El gobernador de Entre Ríos, Jorge Busti, desechó hace pocos años una propuesta de una empresa para instalar una pastera en su provincia, al negarse dicha empresa a pagar la abundante “comisión personal” (léase coima) por él exigida. De allí que aceptó y estimuló, si es que no es que provocó, las primeras acciones de algunos pocos ambientalistas locales, que por razones ideológicas se van a oponer ahora y siempre a cualquier planta industrial en cualquier lugar del mundo. Y de esa situación inicial tan mezquina se llegó a este conflicto internacional que nuestro gobierno no sabe o no puede resolver. Ni puede ni quiere controlar a los grupos que están violando las leyes y los principios constitucionales al implantar por su cuenta el bloqueo económico y humano a un país vecino y amigo.
Pero más allá de esta explicación que creo justa, se está dibujando un escenario social patológico que es el motivo de mi interés, al que llamé perplejidad - para ponerle un nombre - que exija el análisis comprensivo y no el simple enojo o el fastidio.

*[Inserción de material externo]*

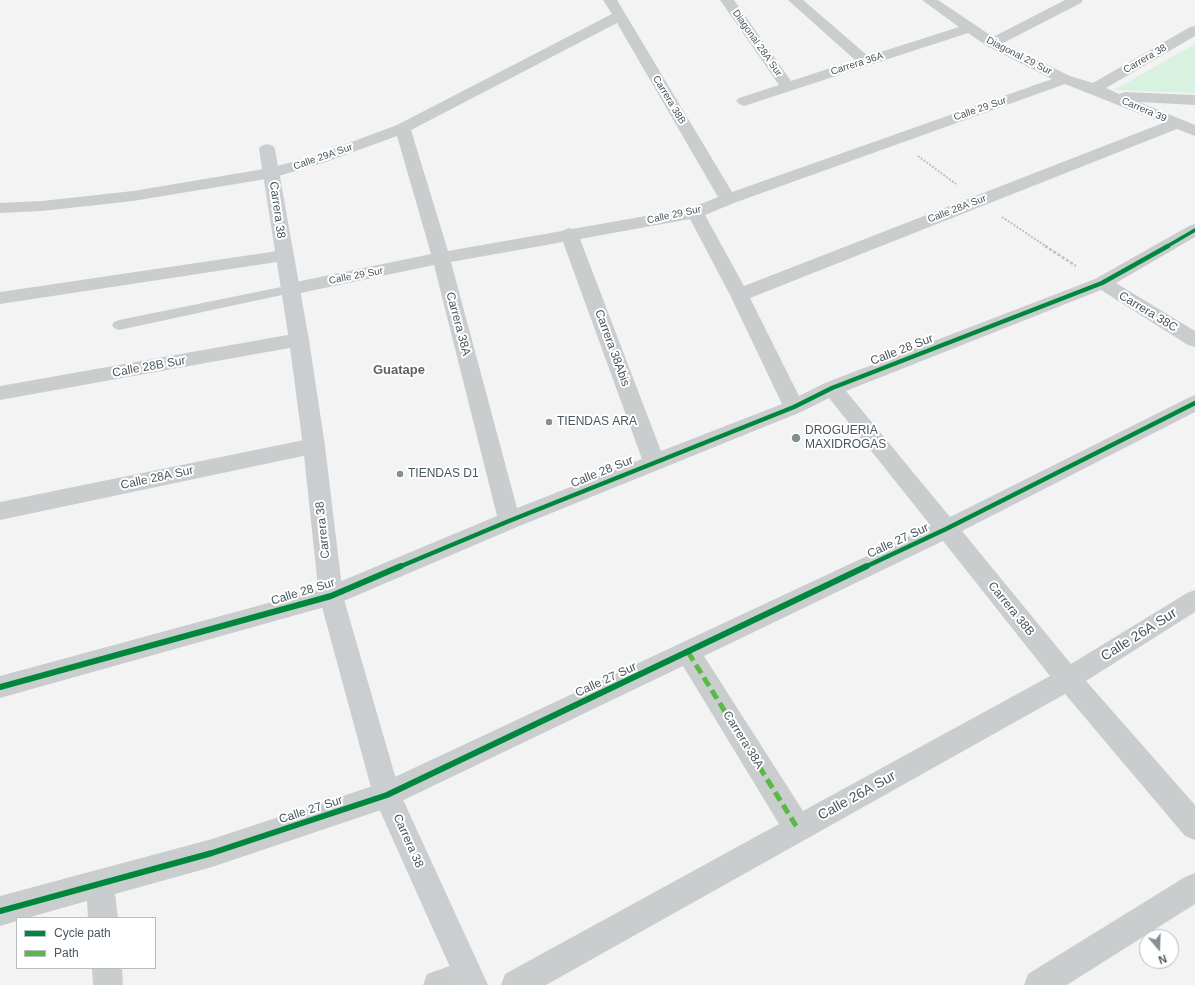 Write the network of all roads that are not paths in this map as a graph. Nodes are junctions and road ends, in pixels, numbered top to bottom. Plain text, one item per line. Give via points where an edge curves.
1 (610, 0) edge
2 (727, 0) edge
3 (795, 0) edge
4 (929, 0) edge
5 (1076, 0) edge
6 (619, 16) junction
7 (969, 28) junction
8 (1195, 30) edge
9 (992, 43) junction
10 (866, 62) junction
11 (1065, 79) junction
12 (788, 86) junction
13 (1094, 89) junction
14 (1112, 96) junction
15 (1195, 100) edge
16 (744, 101) dead end
17 (1176, 124) junction
18 (403, 128) junction
19 (1195, 131) edge
20 (267, 149) dead end
21 (272, 173) junction
22 (728, 200) junction
23 (0, 208) edge
24 (695, 213) junction
25 (1195, 230) edge
26 (569, 234) junction
27 (284, 256) junction
28 (441, 258) junction
29 (1102, 283) junction
30 (291, 289) junction
31 (739, 295) junction
32 (0, 298) edge
33 (119, 325) dead end
34 (299, 340) junction
35 (1195, 340) edge
36 (832, 388) junction
37 (0, 393) edge
38 (1195, 403) edge
39 (794, 407) junction
40 (314, 446) junction
41 (654, 462) junction
42 (0, 511) edge
43 (509, 521) junction
44 (946, 529) junction
45 (331, 596) junction
46 (1195, 600) edge
47 (688, 652) junction
48 (1068, 679) junction
49 (0, 686) edge
50 (387, 795) junction
51 (1195, 826) edge
52 (798, 829) junction
53 (100, 883) junction
54 (1195, 887) edge
55 (0, 911) edge
56 (103, 917) edge
57 (106, 969) edge
58 (470, 980) edge
59 (108, 985) edge
60 (438, 985) edge
61 (516, 985) edge
62 (1039, 985) edge

1 - 6 street, Carrera 38B
2 - 12 street, Diagonal 28A Sur
3 - 10 street
4 - 7 street, Diagonal 29 Sur
5 - 9 street
6 - 18 street, Calle 29A Sur
6 - 22 street, Carrera 38B
7 - 9 street, Diagonal 29 Sur
7 - 10 street, Carrera 36A
8 - 13 street, Carrera 38
9 - 11 street, Diagonal 29 Sur
10 - 12 street, Carrera 36A
11 - 13 street, Diagonal 29 Sur
11 - 22 street, Calle 29 Sur
12 - 16 street, Carrera 36A
13 - 14 street, Carrera 39
14 - 15 street
14 - 17 street, Carrera 39
17 - 19 street, Carrera 39
17 - 31 street, Calle 28A Sur
18 - 21 street, Calle 29A Sur via 320,159
18 - 28 street, Carrera 38A
20 - 21 street, Carrera 38
21 - 23 street, Calle 29A Sur via 134,196
21 - 27 street, Carrera 38
22 - 24 street, Calle 29 Sur
24 - 26 street, Calle 29 Sur
24 - 31 street
25 - 29 street, Calle 28 Sur
26 - 28 street, Calle 29 Sur
26 - 41 street, Carrera 38Abis
27 - 30 street, Carrera 38
27 - 32 street
28 - 30 street, Calle 29 Sur
28 - 43 street, Carrera 38A
29 - 35 street, Carrera 38C
29 - 36 street, Calle 28 Sur
30 - 33 lane
30 - 34 street, Carrera 38
31 - 39 street
34 - 37 street, Calle 28B Sur
34 - 40 street, Carrera 38
36 - 39 street, Calle 28 Sur
36 - 44 street, Carrera 38B
38 - 44 street, Calle 27 Sur
39 - 41 street, Calle 28 Sur
40 - 42 street, Calle 28A Sur
40 - 45 street, Carrera 38
41 - 43 street, Calle 28 Sur
43 - 45 street, Calle 28 Sur
44 - 47 street, Calle 27 Sur
44 - 48 street, Carrera 38B
45 - 49 street, Calle 28 Sur
45 - 50 street, Carrera 38
46 - 48 street, Calle 26A Sur
47 - 50 street, Calle 27 Sur
47 - 52 street, Carrera 38A
48 - 51 street, Carrera 38B
48 - 52 street, Calle 26A Sur
50 - 53 street, Calle 27 Sur via 212,853
50 - 58 street, Carrera 38
52 - 61 street, Calle 26A Sur
53 - 55 street, Calle 27 Sur
53 - 56 street
54 - 62 street
57 - 59 street
58 - 60 street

De esta decisión derivan las reflexiones que siguen, y que espero sean enriquecidas o modificadas por los sucesivos aportes de todos los preocupados por entender lo que nos pasa como sociedad. Llamo papeleras a las pasteras, porque es la denominación que quedó inscripta en el imaginario colectivo al comenzar el actual esperpento.
¿QUIÉN LE TEME A LAS PAPELERAS?
Para abordar la cuestión de las papeleras o pasteras a instalarse en el Uruguay y la reacción de grupos y sectores de la sociedad argentina (con distintas intensidades y matices), es conveniente, ante todo, definir el campo más vasto en el que se inscribe el tema debatido. Es decir, el de las relaciones del Hombre con la Naturaleza. Lo haré en forma sucinta y ateniéndome a los criterios que formé durante años, sin temor de ser corregido o desmentido. Lo único que me parece indudable, es que no se puede empezar a discurrir sin partir de ese nivel básico.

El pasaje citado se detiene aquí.